### TO DO
From the entries that follow, extract each line holding the string "福爾摩沙高速公路".

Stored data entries
--- START ---
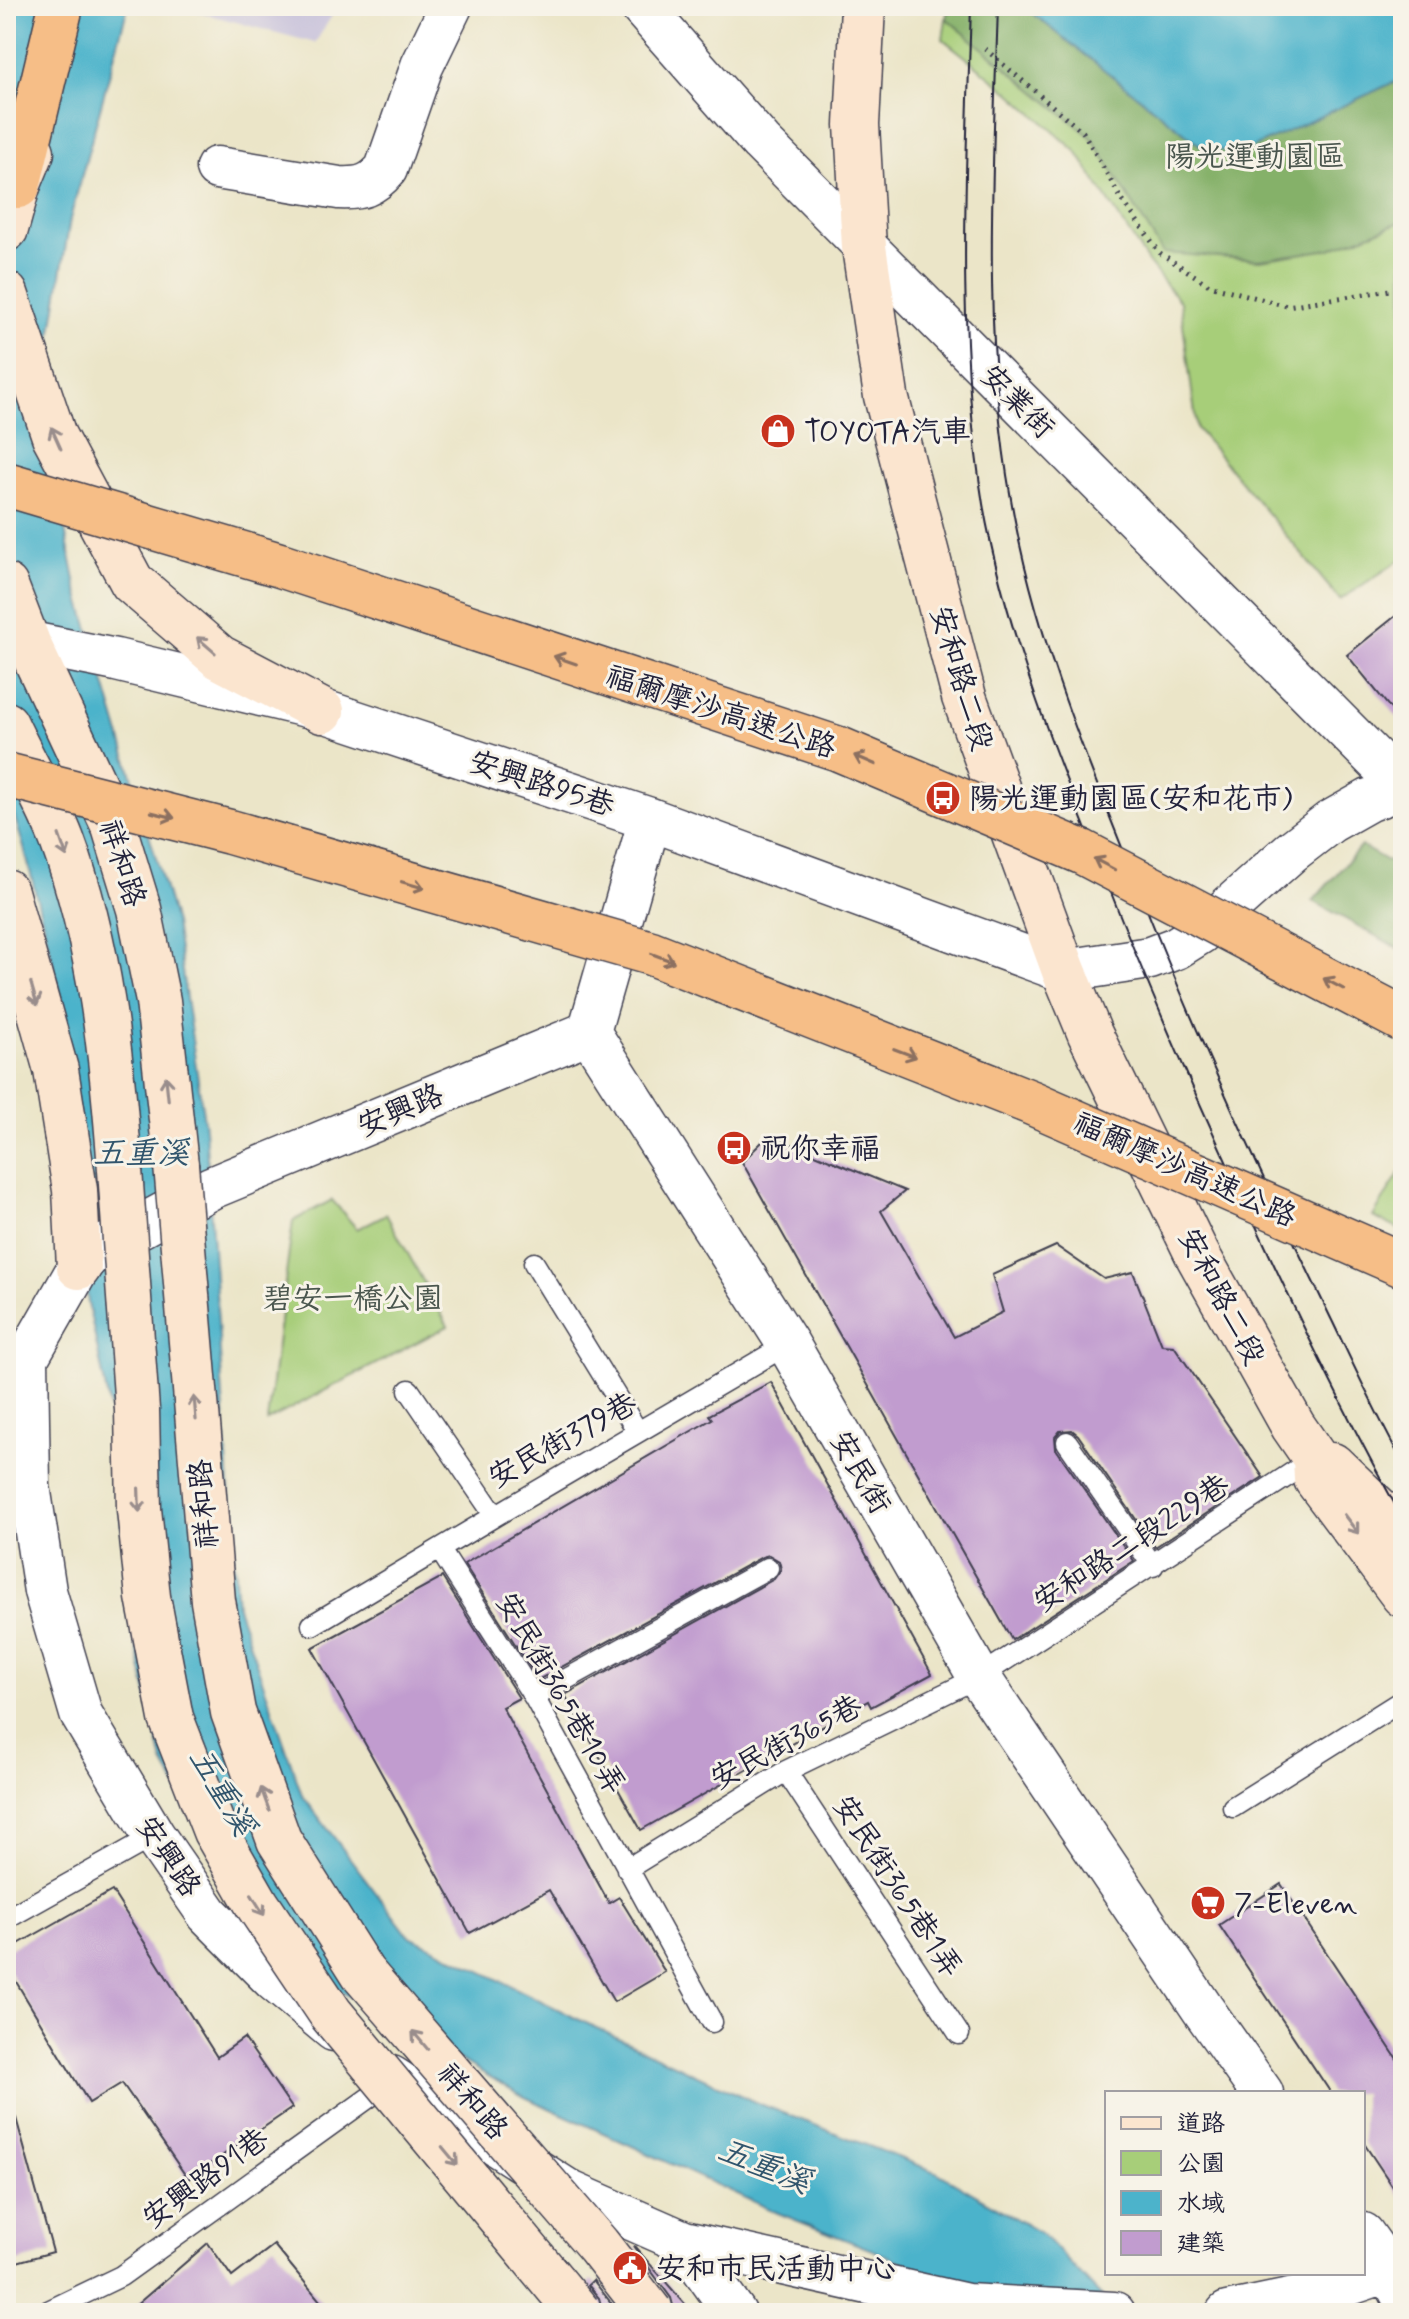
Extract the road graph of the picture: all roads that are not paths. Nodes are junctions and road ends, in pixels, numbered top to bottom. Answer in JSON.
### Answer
{"nodes":[{"id":1,"x":61,"y":6,"type":"edge"},
{"id":2,"x":82,"y":6,"type":"edge"},
{"id":3,"x":451,"y":6,"type":"edge"},
{"id":4,"x":641,"y":6,"type":"edge"},
{"id":5,"x":862,"y":15,"type":"edge"},
{"id":6,"x":217,"y":168,"type":"dead end"},
{"id":7,"x":18,"y":186,"type":"junction"},
{"id":8,"x":6,"y":229,"type":"edge"},
{"id":9,"x":864,"y":247,"type":"junction"},
{"id":10,"x":6,"y":294,"type":"edge"},
{"id":11,"x":6,"y":484,"type":"edge"},
{"id":12,"x":6,"y":586,"type":"edge"},
{"id":13,"x":17,"y":640,"type":"edge"},
{"id":14,"x":322,"y":711,"type":"junction"},
{"id":15,"x":6,"y":724,"type":"edge"},
{"id":16,"x":6,"y":775,"type":"edge"},
{"id":17,"x":1403,"y":788,"type":"edge"},
{"id":18,"x":650,"y":819,"type":"junction"},
{"id":19,"x":6,"y":892,"type":"edge"},
{"id":20,"x":1064,"y":971,"type":"junction"},
{"id":21,"x":1403,"y":1020,"type":"edge"},
{"id":22,"x":589,"y":1032,"type":"junction"},
{"id":23,"x":85,"y":1261,"type":"junction"},
{"id":24,"x":534,"y":1263,"type":"dead end"},
{"id":25,"x":1403,"y":1265,"type":"edge"},
{"id":26,"x":788,"y":1344,"type":"junction"},
{"id":27,"x":409,"y":1390,"type":"dead end"},
{"id":28,"x":638,"y":1432,"type":"junction"},
{"id":29,"x":1067,"y":1442,"type":"dead end"},
{"id":30,"x":1315,"y":1458,"type":"junction"},
{"id":31,"x":495,"y":1516,"type":"junction"},
{"id":32,"x":1403,"y":1533,"type":"edge"},
{"id":33,"x":440,"y":1550,"type":"junction"},
{"id":34,"x":1153,"y":1566,"type":"junction"},
{"id":35,"x":768,"y":1568,"type":"dead end"},
{"id":36,"x":1403,"y":1595,"type":"edge"},
{"id":37,"x":312,"y":1625,"type":"dead end"},
{"id":38,"x":979,"y":1677,"type":"junction"},
{"id":39,"x":534,"y":1697,"type":"junction"},
{"id":40,"x":1403,"y":1700,"type":"edge"},
{"id":41,"x":786,"y":1771,"type":"junction"},
{"id":42,"x":1233,"y":1807,"type":"dead end"},
{"id":43,"x":154,"y":1836,"type":"junction"},
{"id":44,"x":627,"y":1869,"type":"junction"},
{"id":45,"x":6,"y":1919,"type":"edge"},
{"id":46,"x":712,"y":2022,"type":"dead end"},
{"id":47,"x":959,"y":2034,"type":"dead end"},
{"id":48,"x":394,"y":2080,"type":"junction"},
{"id":49,"x":1261,"y":2091,"type":"edge"},
{"id":50,"x":1365,"y":2236,"type":"edge"},
{"id":51,"x":684,"y":2242,"type":"junction"},
{"id":52,"x":1399,"y":2278,"type":"edge"},
{"id":53,"x":979,"y":2309,"type":"edge"},
{"id":54,"x":44,"y":2313,"type":"edge"},
{"id":55,"x":579,"y":2313,"type":"edge"},
{"id":56,"x":651,"y":2313,"type":"edge"},
{"id":57,"x":735,"y":2313,"type":"edge"},
{"id":58,"x":1114,"y":2313,"type":"edge"},
{"id":59,"x":1227,"y":2313,"type":"edge"}],
"edges":[{"from":1,"to":7,"type":"highway"},
{"from":2,"to":7,"type":"main road"},
{"from":3,"to":6,"type":"street"},
{"from":4,"to":9,"type":"street","name":"安業街"},
{"from":5,"to":9,"type":"main road","name":"安和路二段"},
{"from":7,"to":8,"type":"main road"},
{"from":9,"to":17,"type":"street","name":"安業街"},
{"from":9,"to":20,"type":"main road","name":"安和路二段"},
{"from":14,"to":10,"type":"main road","one_way":true},
{"from":21,"to":11,"type":"highway","name":"福爾摩沙高速公路","one_way":true,"bridge":true},
{"from":12,"to":13,"type":"main road","name":"祥和路"},
{"from":13,"to":14,"type":"street","name":"安興路95巷"},
{"from":56,"to":13,"type":"main road","name":"祥和路","one_way":true,"bridge":true},
{"from":14,"to":18,"type":"street","name":"安興路95巷"},
{"from":15,"to":55,"type":"main road","name":"祥和路","one_way":true,"bridge":true},
{"from":16,"to":25,"type":"highway","name":"福爾摩沙高速公路","one_way":true,"bridge":true},
{"from":17,"to":20,"type":"street"},
{"from":18,"to":20,"type":"street","name":"安興路95巷"},
{"from":18,"to":22,"type":"street"},
{"from":19,"to":23,"type":"main road","one_way":true},
{"from":20,"to":30,"type":"main road","name":"安和路二段"},
{"from":22,"to":23,"type":"street","name":"安興路","bridge":true},
{"from":22,"to":26,"type":"street","name":"安民街"},
{"from":23,"to":43,"type":"street","name":"安興路"},
{"from":24,"to":28,"type":"lane"},
{"from":26,"to":28,"type":"lane","name":"安民街379巷"},
{"from":26,"to":38,"type":"street","name":"安民街"},
{"from":27,"to":31,"type":"lane","name":"安民街379巷"},
{"from":28,"to":31,"type":"lane","name":"安民街379巷"},
{"from":29,"to":34,"type":"lane"},
{"from":30,"to":32,"type":"main road","name":"安和路二段"},
{"from":30,"to":34,"type":"lane","name":"安和路二段229巷"},
{"from":30,"to":36,"type":"main road","name":"安和路二段","one_way":true},
{"from":31,"to":33,"type":"lane"},
{"from":33,"to":37,"type":"lane"},
{"from":33,"to":39,"type":"lane","name":"安民街365巷10弄"},
{"from":34,"to":38,"type":"lane","name":"安和路二段229巷"},
{"from":35,"to":39,"type":"lane"},
{"from":38,"to":41,"type":"lane","name":"安民街365巷"},
{"from":38,"to":49,"type":"street","name":"安民街"},
{"from":39,"to":44,"type":"lane","name":"安民街365巷10弄"},
{"from":40,"to":42,"type":"lane"},
{"from":41,"to":44,"type":"lane","name":"安民街365巷"},
{"from":41,"to":47,"type":"lane","name":"安民街365巷1弄"},
{"from":43,"to":45,"type":"lane"},
{"from":43,"to":48,"type":"street","name":"安興路"},
{"from":44,"to":46,"type":"lane","name":"安民街365巷10弄"},
{"from":48,"to":51,"type":"street","name":"安興路"},
{"from":48,"to":54,"type":"lane","name":"安興路91巷"},
{"from":50,"to":52,"type":"street"},
{"from":51,"to":53,"type":"street","name":"安興路"},
{"from":51,"to":57,"type":"street"},
{"from":52,"to":59,"type":"street"},
{"from":53,"to":58,"type":"street","name":"安興路"}]}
--- END ---
### THE ANSWER
{"from":21,"to":11,"type":"highway","name":"福爾摩沙高速公路","one_way":true,"bridge":true},
{"from":16,"to":25,"type":"highway","name":"福爾摩沙高速公路","one_way":true,"bridge":true},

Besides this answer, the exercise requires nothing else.